One snack Master Ollie loves is toast. Mum says that he must surely be sick of peanut butter toast by now but I do mix things up with avocado and Vegemite as well. Seeing as I know he loves bread I thought I’d do a bit of experimenting to boost the goodness.
Celia from Fig Jam and Lime Cordial aka my bread baking muse has taught me that you can pretty much add anything you like to sourdough so I wasn’t too nervous adding my goodies. I threw in the pumpkin, quinoa and chia seeds and mixed it all up. The dough was pretty wet but seemed ok.
A little while later I gave it a quick knead and it seemed to come together nicely so I left it to get its rise on. Hours and hours later, it had only risen the tiniest bit. I was a bit worried. I ended up going to bed and leaving it to rise overnight. By morning it was just risen and took the whole next day to rise the second time.
I think poor Kevin the sourdough starter might be a bit sick.
The good thing about the long rise though was the prominent sour flavour it gave the finished loaf. I don’t love that Kevin now takes two days to make a loaf rise (oops poor neglected Kevin), but I love the new taste. This loaf had a nice, moist crumb from the pumpkin and a very crunchy crust (I’m thinking from the sugar in pumpkin?).
Ollie loved it which was the best part. Luckily he loves bread because I think it’s the only way I’m going to keep him full when he’s bigger without blowing our food budget. Now to think of more ways to add veges to bread. Spinach bread next I think. Enjoy!
What about you? What do you add to your bread doughs? Anything you think I should try?
- 450g Baker's flour
- 50g quinoa flakes
- 2tbsp chia seeds
- 10g salt
- 25g olive oil
- 200g water
- 1 cup pureed pumpkin
- 150g bouncy, ripe sourdough starter
- Place all the ingredients in a large bowl and squelch them together with your hands until there are no more dry bits.
- Cover the bowl and leave it to rest for 15 minutes.
- Uncover and knead in the bowl for 1 minute. There is no right or wrong way to knead just stretch and fold the dough back into itself making sure you turn the bowl a little each time.
- Cover the bowl again and leave the dough until doubled in size. This can take anywhere from 2-7 hours depending on the weather and your starter.
- Lay a sheet of plastic wrap on the bench and brush it with oil.
- Line a baking tray with baking paper.
- Punch down the dough then use your hands to shape it into a smooth ball, tucking it under itself if it needs tidying.
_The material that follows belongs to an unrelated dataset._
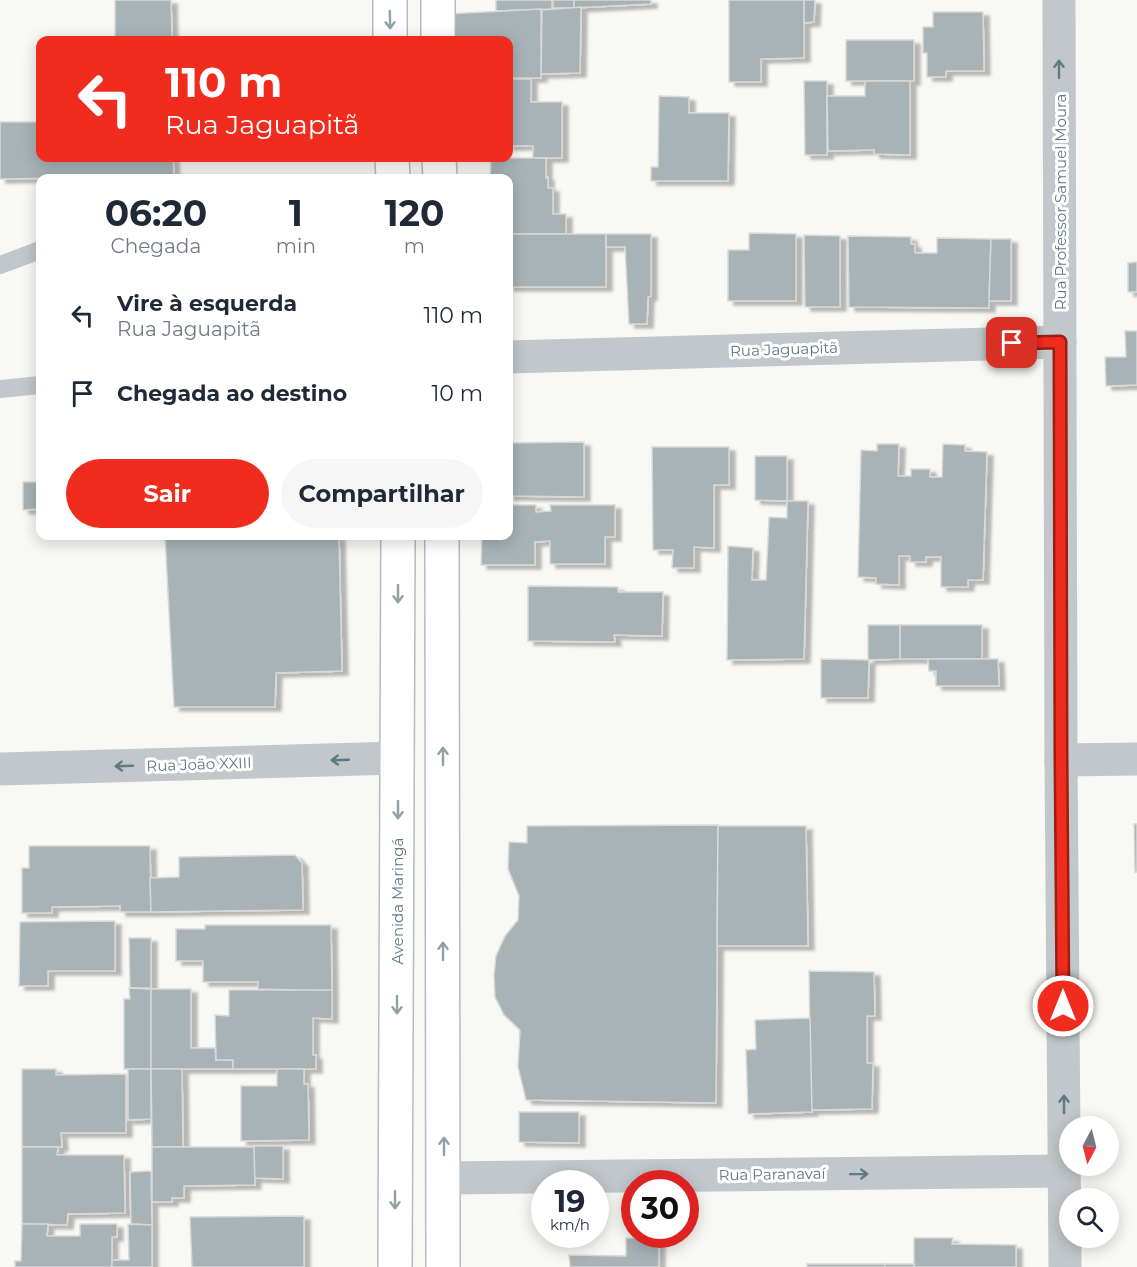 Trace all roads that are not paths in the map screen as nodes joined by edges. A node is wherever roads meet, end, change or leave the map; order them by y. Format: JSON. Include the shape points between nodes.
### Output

- Place it on the baking tray and cover with the oiled wrap and leave until almost doubled in size.
- Pre-heat the oven to maximum fan-forced.
- When the dough has risen, uncover it and slash the top with a knife.
- Pop the dough in the oven and turn the oven down to 220C (470F) fan-forced and bake for 30 minutes.
- Reduce the temperature to 175C (380F) and bake for another 30 minutes or until brown.
- Transfer the dough to a wire rack to cool.